The primitive revelation did not abandon mankind on its development and dispersion; it accompanied it everywhere, as a general and permanent revelation. The light which had lighted the first man spread amongst all nations and throughout all ages, assuming the character of ideas, universal and uncontested; of instincts, spontaneous and indestructible. No nation has been without this light, none left to its own unassisted efforts to grope its way through the darkness of life. Let not the human understanding pride itself too much upon its works; the glory does not belong to it alone: what it has accomplished it has accomplished by aid of the primitive principles received from God; in all his works and all his progress man has had for point of departure and support that primitive revelation.All the grand doctrines, all the mighty institutions, which have governed the world, whatever intermixture of monstrous and fatal errors they may have contained, have preserved a trace of the fundamental verities which were the dowry of humanity at its birth. God has forsaken no portion of the human race; and not less amidst the errors into which it has fallen, than in the noble developments which constitute its glory, we recognise signs of the primitive teaching derived from its Divine Author.
After the revelation made to the first man, and in the midst of the general revelation diffused over all mankind, a great event occurs in history: a special revelation takes place, and has for its seat the bosom of an inconsiderable nation, that had been shut in during sixteen centuries in a little corner of the world; and it was thence that, nineteen centuries ago, that revelation proceeded to enlighten and to subdue, according to the predictions of its Author, all the human race.
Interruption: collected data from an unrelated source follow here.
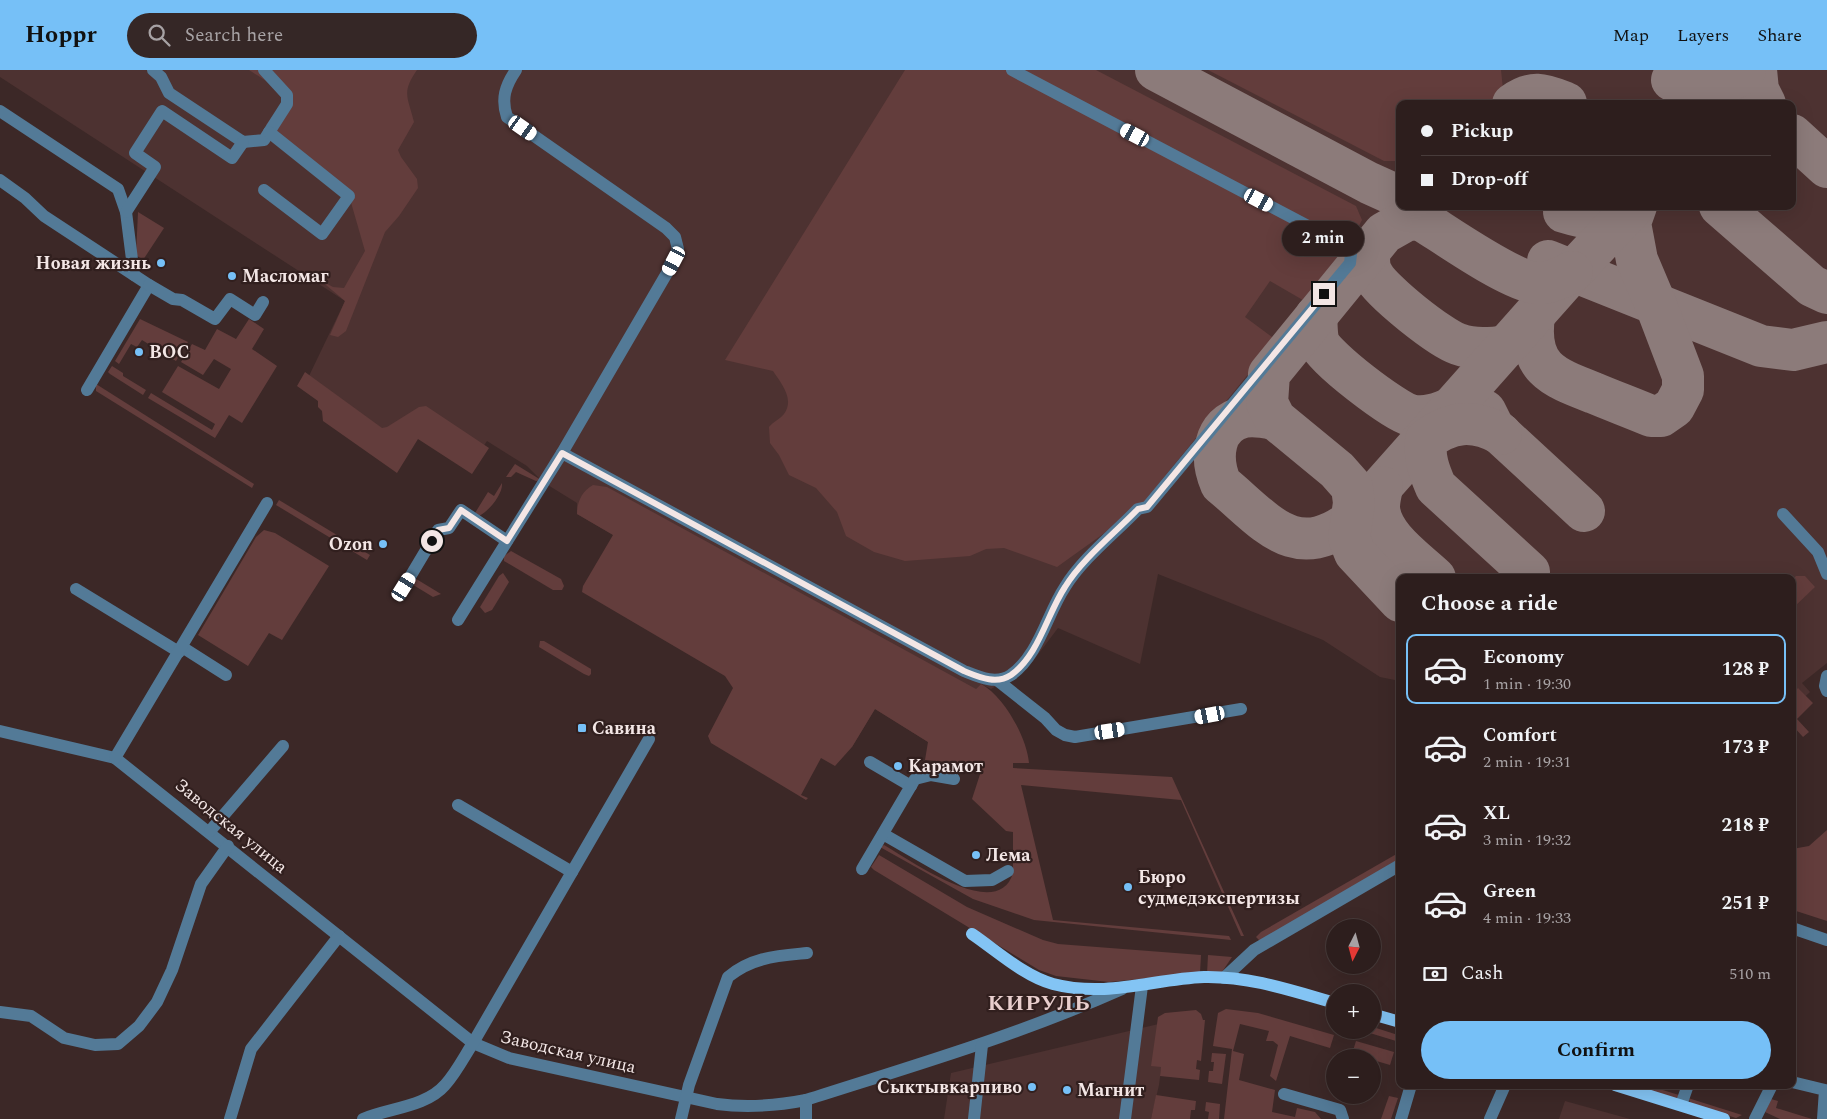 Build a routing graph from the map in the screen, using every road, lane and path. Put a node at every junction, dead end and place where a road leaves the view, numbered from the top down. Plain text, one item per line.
1 (153, 70) edge
2 (264, 70) edge
3 (516, 70) edge
4 (1012, 70) edge
5 (0, 111) edge
6 (269, 132) junction
7 (242, 142) junction
8 (0, 180) edge
9 (264, 190) dead end
10 (126, 212) junction
11 (134, 275) junction
12 (149, 285) junction
13 (263, 302) dead end
14 (87, 390) dead end
15 (562, 453) junction
16 (267, 503) dead end
17 (1783, 514) dead end
18 (507, 541) junction
19 (1827, 574) edge
20 (404, 587) dead end
21 (76, 589) dead end
22 (458, 620) dead end
23 (180, 650) junction
24 (226, 675) dead end
25 (1827, 676) edge
26 (997, 680) junction
27 (1827, 691) edge
28 (1241, 709) dead end
29 (0, 731) edge
30 (649, 739) dead end
31 (283, 746) dead end
32 (115, 758) junction
33 (870, 762) dead end
34 (954, 779) dead end
35 (911, 786) junction
36 (458, 805) dead end
37 (210, 832) junction
38 (883, 834) junction
39 (228, 846) junction
40 (1396, 867) edge
41 (862, 869) dead end
42 (572, 872) junction
43 (1008, 872) dead end
44 (1796, 929) edge
45 (972, 934) dead end
46 (339, 936) junction
47 (1827, 940) edge
48 (807, 953) dead end
49 (1224, 978) junction
50 (1142, 986) junction
51 (1122, 989) junction
52 (1326, 1001) edge
53 (0, 1012) edge
54 (1381, 1017) edge
55 (1396, 1021) edge
56 (474, 1043) junction
57 (982, 1045) junction
58 (1796, 1083) edge
59 (1410, 1089) edge
60 (1503, 1089) edge
61 (1628, 1089) edge
62 (1687, 1089) edge
63 (1770, 1089) edge
64 (1284, 1094) dead end
65 (687, 1097) junction
66 (806, 1100) junction
67 (1682, 1105) junction
68 (230, 1119) edge
69 (363, 1119) edge
70 (681, 1119) edge
71 (806, 1119) edge
72 (974, 1119) edge
73 (1125, 1119) edge
74 (1342, 1119) edge
75 (1401, 1119) edge
76 (1490, 1119) edge
77 (1724, 1119) edge
78 (1755, 1119) edge
79 (1822, 1119) edge

1 - 7 street
2 - 6 street
3 - 15 street
4 - 26 street
5 - 10 street
6 - 7 street
6 - 9 street
7 - 10 street
8 - 11 street
10 - 11 street
11 - 12 street
12 - 13 street
12 - 14 street
15 - 18 street
15 - 26 street
16 - 23 street
17 - 19 street
18 - 20 street
18 - 22 street
21 - 23 street
23 - 24 street
23 - 32 street
25 - 27 street
26 - 28 street
29 - 32 street, Заводская улица
30 - 42 street
31 - 37 street
32 - 37 street, Заводская улица
33 - 35 street
34 - 35 street
35 - 38 street
36 - 42 street
37 - 39 street, Заводская улица
38 - 41 street
38 - 43 street
39 - 46 street, Заводская улица
39 - 53 street
40 - 49 street
42 - 56 street
44 - 47 street
45 - 51 main road
46 - 56 street, Заводская улица
46 - 68 street
48 - 65 street
49 - 50 main road
49 - 52 main road
50 - 51 main road
50 - 73 street
51 - 57 street, Заводская улица
54 - 55 main road
56 - 65 street, Заводская улица
56 - 69 street
57 - 66 street, Заводская улица
57 - 72 street
58 - 79 street
59 - 75 street
60 - 76 street
61 - 67 main road
62 - 67 street
63 - 78 street
64 - 74 street
65 - 66 street, Заводская улица
65 - 70 street
66 - 71 street
67 - 77 main road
A man of an imagination as fertile as his knowledge is profound, who, with an admirable candour has in his works associated hypothesis and faith, M. Ewald, professor at the University of Göttingen, has recently thus characterised this event:—"The history of the old Jewish people is fundamentally the history of the true religion, proceeding from step to step to its complete development, rising through all kinds of struggles, until it achieves a supreme victory, and finally manifesting itself in all its majesty and power, in order to spread irresistibly, by its proper virtue, so as to become the eternal possession and blessing of all nations." [Footnote 27]
[Footnote 27: H. Ewald, Geschichte des Volkes Israel, bis Christus. 2nd ed., vol. i. p. 9. Göttingen, 1851. ]
How is the great event thus characterised by M. Ewald proved? By what marks can we distinguish the Divine origin of this special revelation that became the Christian religion? What does it affirm itself in support of its claim to the moral conquest of mankind?
At the very outset, in proving her dogmas and precepts to have come from God, the Christian revelation asserts that the documents in which it is written are themselves of divine origin. The divine inspiration of the sacred volume is the first basis of the Christian Faith, the external title of Christianity to authority over souls. What is the full import of this title? What the signification of the inspiration of the sacred volumes?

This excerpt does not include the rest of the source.